Talking Phonics Flashcards

Carter’s Yard Phonics


I am a massive fan of augmented reality.  From the first programs that I experienced with dragons crawling out of holes on my floor, desk, settee – through Pokemon Go – to a virtual chicken in my conservatory whilst I was learning Spanish and convincing my eldest son there was a ghost in the room that could only be seen using the phone camera!

 (It’s OK the Dog didn’t notice – he is real!)

Carter’s Yard Phonics have developed a set of flashcards which use augmented reality to introduce young children and those learning the sounds of the English language to phonics.  The company very kindly sent me a set of their cards to experiment with (I’m pleased to announce there were no elephants, chickens or ghosts!)

Zappar is a free to download and use app available from the App Store and Google Play.  It looks a little like a QR reader, utilizing circular ‘zaps’ rather than the linear box we are used to seeing. 

Zaps are read quickly by hovering the camera of your device over them. 

The talking phonics flashcards have a zap in the top right corner of each double-sided phonic card.  Hovering over them opens a series of buttons which can be clicked on to generate new events.

Following traditional phonics structures the first card is /s/

The four options provided are image, sound, word (or phrase), blending.

Image brings up a picture of the item on the card (in case you have moved your screen away from the card). 

Sound plays a clear recording of the pure phonic sound.  I’m pleased to say that the accent is very British and not digitized or American (which is often the issue with phonic audio tracks.)

Word clearly announces the word associated with the phonic.  In this case ‘sock’.

At higher levels this is replaced by Phrase where the short sentence or phrase is read out.

Blending takes the phonic sounds in the target word and sounds them out before citing the word.  The pace for blending is appropriate and the audio is unbelievably crisp. 

I enjoyed playing with the cards, but the true test would be their target audience – children!

My youngest is only 2 (literally 2 days ago) so a little too young to appreciate the nuances of phonics and the next son up is 8 where we would hope he knew all his phonic choices by now!  (The eldest two are teenagers.)  Fortunately, all my children are used to working with me on my projects, so I borrowed them to give me an opinion.

We were really pleased to see two cards showing the difference between the /th/ sounds – hard /th/ in ‘the, ‘this’ and soft /th/ in ‘think’ and ‘three’.  My husband (who comes from south of the Watford Gap) wasn’t too keen on the /oo/ sounds.  My children and I with our Midlands accents were happy with the /oo/ making a short /u/ sound.  Hubby, however, would have preferred his longer /ew/ sound instead.  Fortunately, there were no pictures to start a path, bath, castle argument! 

Everyone agreed the images were appropriate and would help with recognition of the words and sounds which is of vital importance if using with EAL students.  My eldest son pointed out that the /igh/ card used an /igh/ sound written with a different grapheme (letter combination) which he found confusing.  (The sentence reads ‘high in the sky tonight’), whereas the other one said that the long /oo/ card used a phrase (need the loo soon) that many children who have learned English as a foreign language would not have come across. 

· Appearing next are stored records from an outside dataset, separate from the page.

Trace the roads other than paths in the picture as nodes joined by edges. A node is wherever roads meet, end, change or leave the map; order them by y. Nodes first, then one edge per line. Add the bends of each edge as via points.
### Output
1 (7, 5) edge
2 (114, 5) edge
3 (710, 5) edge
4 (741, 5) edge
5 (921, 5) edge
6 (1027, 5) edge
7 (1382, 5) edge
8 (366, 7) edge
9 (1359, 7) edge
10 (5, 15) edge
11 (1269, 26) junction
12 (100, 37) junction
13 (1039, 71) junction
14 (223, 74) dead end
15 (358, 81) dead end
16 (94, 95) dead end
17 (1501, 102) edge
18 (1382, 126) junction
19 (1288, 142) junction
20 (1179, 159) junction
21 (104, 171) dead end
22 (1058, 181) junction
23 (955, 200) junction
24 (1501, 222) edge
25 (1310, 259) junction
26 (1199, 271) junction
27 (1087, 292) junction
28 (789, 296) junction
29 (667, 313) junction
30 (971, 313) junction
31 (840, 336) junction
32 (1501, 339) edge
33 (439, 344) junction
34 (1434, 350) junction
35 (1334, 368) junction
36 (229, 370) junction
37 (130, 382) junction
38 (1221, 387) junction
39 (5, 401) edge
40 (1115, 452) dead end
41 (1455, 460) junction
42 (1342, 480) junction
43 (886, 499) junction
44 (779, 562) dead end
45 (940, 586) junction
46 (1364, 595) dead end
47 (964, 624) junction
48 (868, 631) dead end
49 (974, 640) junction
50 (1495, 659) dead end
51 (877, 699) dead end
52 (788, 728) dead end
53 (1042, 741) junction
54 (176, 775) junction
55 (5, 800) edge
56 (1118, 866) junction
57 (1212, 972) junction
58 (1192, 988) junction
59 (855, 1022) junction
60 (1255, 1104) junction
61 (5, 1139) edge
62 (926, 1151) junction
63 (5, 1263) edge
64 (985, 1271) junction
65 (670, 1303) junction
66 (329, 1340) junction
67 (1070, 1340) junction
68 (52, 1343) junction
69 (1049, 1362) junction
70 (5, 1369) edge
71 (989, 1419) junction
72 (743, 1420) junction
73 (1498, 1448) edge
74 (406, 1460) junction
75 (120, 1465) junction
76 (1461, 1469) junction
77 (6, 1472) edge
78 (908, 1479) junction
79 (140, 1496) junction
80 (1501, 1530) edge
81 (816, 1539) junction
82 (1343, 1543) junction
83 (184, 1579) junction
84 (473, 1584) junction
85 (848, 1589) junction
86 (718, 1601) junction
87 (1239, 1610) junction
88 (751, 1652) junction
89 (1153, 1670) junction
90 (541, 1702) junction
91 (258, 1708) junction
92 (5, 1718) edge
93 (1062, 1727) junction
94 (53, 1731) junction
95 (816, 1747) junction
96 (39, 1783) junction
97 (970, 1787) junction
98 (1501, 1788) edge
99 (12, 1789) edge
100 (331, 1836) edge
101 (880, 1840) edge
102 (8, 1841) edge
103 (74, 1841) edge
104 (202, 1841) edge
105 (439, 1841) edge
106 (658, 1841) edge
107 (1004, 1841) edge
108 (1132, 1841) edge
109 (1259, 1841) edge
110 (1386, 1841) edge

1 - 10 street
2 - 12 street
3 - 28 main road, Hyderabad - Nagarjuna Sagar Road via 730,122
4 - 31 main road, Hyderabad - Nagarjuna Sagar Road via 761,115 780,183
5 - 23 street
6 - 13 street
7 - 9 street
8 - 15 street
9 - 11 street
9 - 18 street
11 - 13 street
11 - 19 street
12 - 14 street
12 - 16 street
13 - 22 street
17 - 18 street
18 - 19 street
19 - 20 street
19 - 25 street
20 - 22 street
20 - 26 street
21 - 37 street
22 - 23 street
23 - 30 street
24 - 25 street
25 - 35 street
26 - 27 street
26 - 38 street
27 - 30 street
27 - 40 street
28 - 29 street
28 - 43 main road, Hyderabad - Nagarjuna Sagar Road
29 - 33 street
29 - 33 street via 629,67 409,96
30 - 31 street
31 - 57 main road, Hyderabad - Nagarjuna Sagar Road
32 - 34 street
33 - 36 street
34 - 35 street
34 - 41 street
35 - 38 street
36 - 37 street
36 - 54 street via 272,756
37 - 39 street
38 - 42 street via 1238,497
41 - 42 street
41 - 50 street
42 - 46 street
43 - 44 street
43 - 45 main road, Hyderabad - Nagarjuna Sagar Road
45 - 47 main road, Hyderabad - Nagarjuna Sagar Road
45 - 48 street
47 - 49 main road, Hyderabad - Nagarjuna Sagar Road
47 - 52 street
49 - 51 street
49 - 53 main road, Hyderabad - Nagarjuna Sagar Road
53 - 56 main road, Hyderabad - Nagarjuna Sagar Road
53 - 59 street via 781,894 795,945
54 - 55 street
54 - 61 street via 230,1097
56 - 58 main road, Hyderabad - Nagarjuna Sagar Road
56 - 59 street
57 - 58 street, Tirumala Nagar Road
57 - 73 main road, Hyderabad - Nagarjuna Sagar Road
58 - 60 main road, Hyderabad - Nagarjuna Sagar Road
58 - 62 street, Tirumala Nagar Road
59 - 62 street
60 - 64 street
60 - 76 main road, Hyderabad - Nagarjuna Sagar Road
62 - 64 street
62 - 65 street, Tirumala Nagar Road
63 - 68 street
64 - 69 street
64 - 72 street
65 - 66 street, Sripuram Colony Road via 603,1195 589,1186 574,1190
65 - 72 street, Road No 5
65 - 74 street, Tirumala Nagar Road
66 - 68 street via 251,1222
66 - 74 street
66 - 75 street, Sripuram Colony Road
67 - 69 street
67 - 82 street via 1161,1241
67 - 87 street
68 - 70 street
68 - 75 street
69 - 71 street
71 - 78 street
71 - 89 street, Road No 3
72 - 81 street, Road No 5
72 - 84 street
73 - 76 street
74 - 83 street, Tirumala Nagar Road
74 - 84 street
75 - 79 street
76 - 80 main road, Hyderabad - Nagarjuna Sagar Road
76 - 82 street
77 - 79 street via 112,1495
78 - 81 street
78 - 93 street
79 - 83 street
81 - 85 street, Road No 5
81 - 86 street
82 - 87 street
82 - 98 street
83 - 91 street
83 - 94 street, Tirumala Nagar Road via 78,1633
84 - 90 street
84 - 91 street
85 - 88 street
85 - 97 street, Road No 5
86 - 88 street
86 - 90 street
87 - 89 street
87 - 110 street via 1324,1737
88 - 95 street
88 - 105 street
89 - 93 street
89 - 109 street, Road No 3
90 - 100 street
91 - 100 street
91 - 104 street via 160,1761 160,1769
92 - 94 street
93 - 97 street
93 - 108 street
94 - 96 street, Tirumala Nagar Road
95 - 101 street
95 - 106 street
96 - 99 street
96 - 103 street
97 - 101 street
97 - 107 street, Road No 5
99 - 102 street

My 8-year-old has a visual difficulty and although he could see everything on the cards and the screen easily he did have some problems trying to click the option he wanted.  At one point he asked me to find the settings to stop the display from spinning (it’s quite slow) but this wasn’t an option.  Perhaps @Carters_Phonics might like to consider this for the future.

The target audience is 3+ years and EAL learners.  I would conclude that this is appropriate for use by those groups.  As someone who spent a good chunk of their career working with much older students who still needed to secure their phonics knowledge I could also see a use for these in those classrooms.  Although, I’d probably be tempted to generate a large sheet with the sounds and the zaps, but without the pictures and words, for older pupils.  I imagine the targeting of the camera would have to be very accurate at this point!

I’d love to see the characters on the cards animate – for example the ‘toad on the road’ going off on a short hop, or the ‘train in the rain’ shunting off down the track.  Perhaps this could be a development for a ‘teacher’ version of the cards with the smaller ones then being used for follow-up in the classroom either by small groups or individually, or at home.

All in all, an innovative use of augmented reality to deliver basic skills.